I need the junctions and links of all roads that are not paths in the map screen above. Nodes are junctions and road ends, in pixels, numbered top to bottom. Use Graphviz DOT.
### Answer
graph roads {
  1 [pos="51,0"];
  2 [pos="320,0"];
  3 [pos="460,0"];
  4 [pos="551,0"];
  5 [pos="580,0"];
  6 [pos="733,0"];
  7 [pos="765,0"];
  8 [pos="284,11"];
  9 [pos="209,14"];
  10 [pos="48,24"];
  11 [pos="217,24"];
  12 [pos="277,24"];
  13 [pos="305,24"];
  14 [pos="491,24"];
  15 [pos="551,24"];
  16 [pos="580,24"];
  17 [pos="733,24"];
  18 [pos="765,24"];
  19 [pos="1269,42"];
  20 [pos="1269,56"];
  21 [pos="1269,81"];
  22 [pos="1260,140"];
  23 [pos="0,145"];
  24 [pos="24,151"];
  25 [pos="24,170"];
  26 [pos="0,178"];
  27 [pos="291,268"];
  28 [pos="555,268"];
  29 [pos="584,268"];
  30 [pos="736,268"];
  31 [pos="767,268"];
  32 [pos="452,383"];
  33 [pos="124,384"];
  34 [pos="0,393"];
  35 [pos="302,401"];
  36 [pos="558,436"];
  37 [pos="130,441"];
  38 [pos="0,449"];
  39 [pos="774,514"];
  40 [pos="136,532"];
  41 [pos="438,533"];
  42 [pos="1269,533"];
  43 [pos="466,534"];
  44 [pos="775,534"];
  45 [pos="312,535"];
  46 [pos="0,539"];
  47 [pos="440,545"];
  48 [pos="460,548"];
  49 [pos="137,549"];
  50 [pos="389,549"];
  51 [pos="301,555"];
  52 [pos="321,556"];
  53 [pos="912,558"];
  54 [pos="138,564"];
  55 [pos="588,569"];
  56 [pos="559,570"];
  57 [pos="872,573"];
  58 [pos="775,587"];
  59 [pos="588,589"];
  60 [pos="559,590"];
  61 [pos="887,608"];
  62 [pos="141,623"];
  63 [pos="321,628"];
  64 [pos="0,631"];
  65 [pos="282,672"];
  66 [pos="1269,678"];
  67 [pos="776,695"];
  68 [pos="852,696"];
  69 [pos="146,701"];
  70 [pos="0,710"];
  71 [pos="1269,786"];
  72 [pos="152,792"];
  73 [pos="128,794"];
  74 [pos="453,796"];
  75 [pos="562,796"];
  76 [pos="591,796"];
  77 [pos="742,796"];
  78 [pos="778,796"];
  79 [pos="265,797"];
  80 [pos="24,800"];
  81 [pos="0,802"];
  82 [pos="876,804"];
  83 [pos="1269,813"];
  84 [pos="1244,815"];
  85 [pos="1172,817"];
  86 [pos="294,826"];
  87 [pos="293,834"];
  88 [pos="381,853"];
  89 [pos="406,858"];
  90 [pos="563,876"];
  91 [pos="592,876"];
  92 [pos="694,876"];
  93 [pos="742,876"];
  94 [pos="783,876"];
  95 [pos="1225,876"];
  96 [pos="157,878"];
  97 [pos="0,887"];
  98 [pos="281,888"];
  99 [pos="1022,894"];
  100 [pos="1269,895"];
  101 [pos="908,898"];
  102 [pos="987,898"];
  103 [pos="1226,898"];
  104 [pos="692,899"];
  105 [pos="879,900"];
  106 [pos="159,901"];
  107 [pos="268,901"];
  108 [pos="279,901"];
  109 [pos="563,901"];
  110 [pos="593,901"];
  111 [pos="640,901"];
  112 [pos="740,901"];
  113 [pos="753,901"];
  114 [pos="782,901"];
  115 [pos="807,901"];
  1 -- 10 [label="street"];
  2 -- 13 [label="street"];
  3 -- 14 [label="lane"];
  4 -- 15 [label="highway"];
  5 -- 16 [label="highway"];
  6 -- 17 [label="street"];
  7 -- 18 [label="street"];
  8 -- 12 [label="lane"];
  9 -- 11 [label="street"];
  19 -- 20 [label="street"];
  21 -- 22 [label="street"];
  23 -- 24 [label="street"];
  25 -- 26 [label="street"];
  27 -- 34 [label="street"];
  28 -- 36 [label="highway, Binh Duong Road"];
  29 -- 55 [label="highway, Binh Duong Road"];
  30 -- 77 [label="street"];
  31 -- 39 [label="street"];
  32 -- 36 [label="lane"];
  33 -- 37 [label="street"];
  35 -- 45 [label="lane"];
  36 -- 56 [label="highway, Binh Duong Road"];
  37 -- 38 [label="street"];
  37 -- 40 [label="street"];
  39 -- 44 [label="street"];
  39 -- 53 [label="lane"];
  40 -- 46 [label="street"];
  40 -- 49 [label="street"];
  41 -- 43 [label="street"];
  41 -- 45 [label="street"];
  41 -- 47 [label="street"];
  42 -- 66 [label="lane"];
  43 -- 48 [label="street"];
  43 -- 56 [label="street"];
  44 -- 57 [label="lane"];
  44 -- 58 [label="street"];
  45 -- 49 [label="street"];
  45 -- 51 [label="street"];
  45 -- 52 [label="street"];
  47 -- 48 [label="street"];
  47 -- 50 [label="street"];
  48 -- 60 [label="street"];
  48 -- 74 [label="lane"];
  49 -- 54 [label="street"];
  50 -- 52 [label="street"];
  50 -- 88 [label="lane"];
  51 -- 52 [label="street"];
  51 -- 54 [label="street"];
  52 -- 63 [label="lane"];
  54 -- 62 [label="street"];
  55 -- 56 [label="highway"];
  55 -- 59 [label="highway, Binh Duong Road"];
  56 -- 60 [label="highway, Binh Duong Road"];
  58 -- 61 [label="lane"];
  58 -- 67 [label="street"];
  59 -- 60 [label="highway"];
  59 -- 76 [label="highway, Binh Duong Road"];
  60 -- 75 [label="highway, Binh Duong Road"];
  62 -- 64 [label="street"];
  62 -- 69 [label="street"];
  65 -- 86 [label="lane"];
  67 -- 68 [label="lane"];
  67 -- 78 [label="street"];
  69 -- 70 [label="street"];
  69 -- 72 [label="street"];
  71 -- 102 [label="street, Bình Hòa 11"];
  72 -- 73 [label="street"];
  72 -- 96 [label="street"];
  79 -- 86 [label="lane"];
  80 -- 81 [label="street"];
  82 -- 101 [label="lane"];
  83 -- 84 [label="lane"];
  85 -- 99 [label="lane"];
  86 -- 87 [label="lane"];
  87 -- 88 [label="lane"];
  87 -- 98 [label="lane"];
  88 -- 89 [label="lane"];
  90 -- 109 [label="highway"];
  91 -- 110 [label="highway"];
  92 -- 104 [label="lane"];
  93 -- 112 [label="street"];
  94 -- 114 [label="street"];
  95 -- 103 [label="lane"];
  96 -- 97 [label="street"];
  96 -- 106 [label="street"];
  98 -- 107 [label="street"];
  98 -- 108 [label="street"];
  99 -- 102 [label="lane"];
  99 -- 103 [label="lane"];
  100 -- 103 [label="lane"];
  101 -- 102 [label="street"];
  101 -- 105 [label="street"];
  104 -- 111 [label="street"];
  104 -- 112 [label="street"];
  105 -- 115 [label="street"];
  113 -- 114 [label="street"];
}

+ + + +

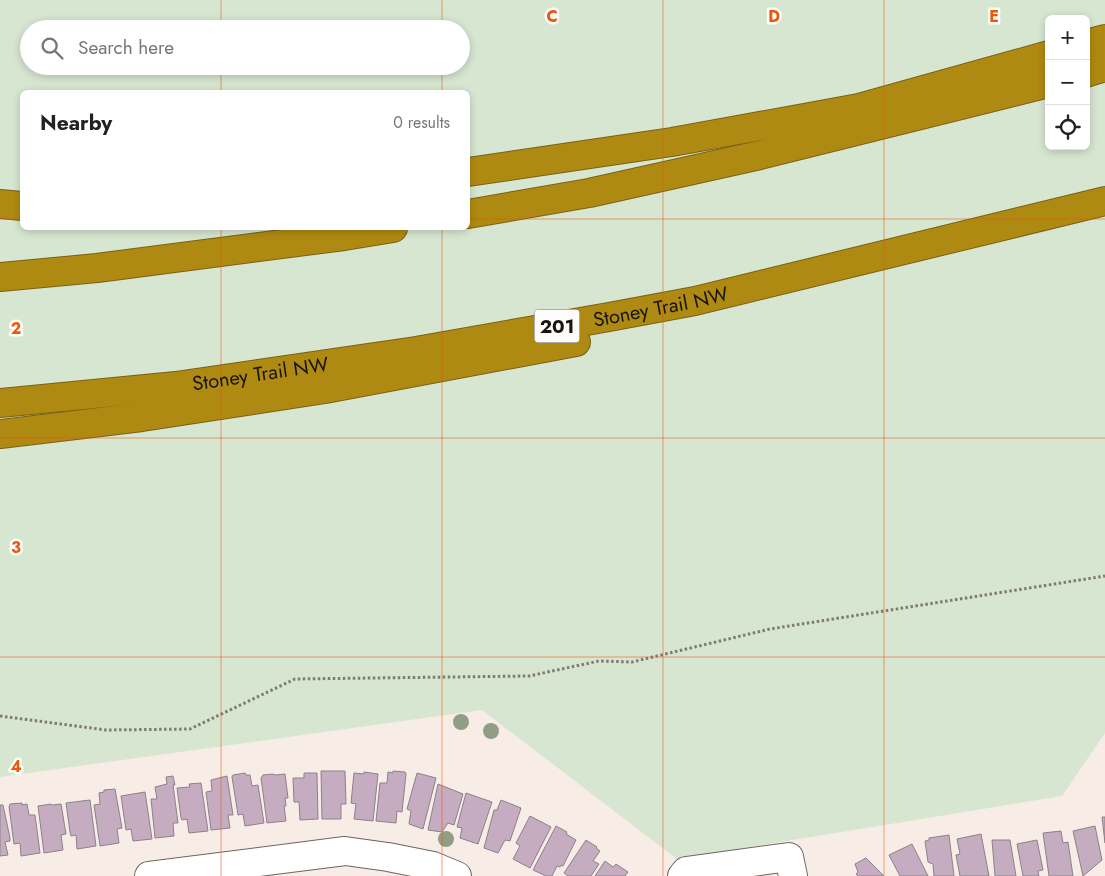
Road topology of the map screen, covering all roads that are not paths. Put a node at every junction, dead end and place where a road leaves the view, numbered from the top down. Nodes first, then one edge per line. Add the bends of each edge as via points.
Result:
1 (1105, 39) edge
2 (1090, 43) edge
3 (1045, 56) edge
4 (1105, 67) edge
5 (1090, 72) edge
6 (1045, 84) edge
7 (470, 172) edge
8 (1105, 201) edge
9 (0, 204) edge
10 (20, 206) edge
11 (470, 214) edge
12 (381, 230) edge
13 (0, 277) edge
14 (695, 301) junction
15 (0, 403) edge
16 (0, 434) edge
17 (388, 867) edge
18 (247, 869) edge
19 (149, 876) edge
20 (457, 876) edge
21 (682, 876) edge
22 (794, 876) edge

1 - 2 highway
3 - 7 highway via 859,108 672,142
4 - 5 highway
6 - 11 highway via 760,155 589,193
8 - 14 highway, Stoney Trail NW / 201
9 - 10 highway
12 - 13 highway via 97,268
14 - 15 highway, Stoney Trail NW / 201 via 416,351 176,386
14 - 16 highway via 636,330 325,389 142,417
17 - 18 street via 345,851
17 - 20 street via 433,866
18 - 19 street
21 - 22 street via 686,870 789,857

+ + + +

DESCRIPTION OF THE TASK:
Count how many lines in the entries contain "paths", then state that number alone.

WRITTEN REPLY:
2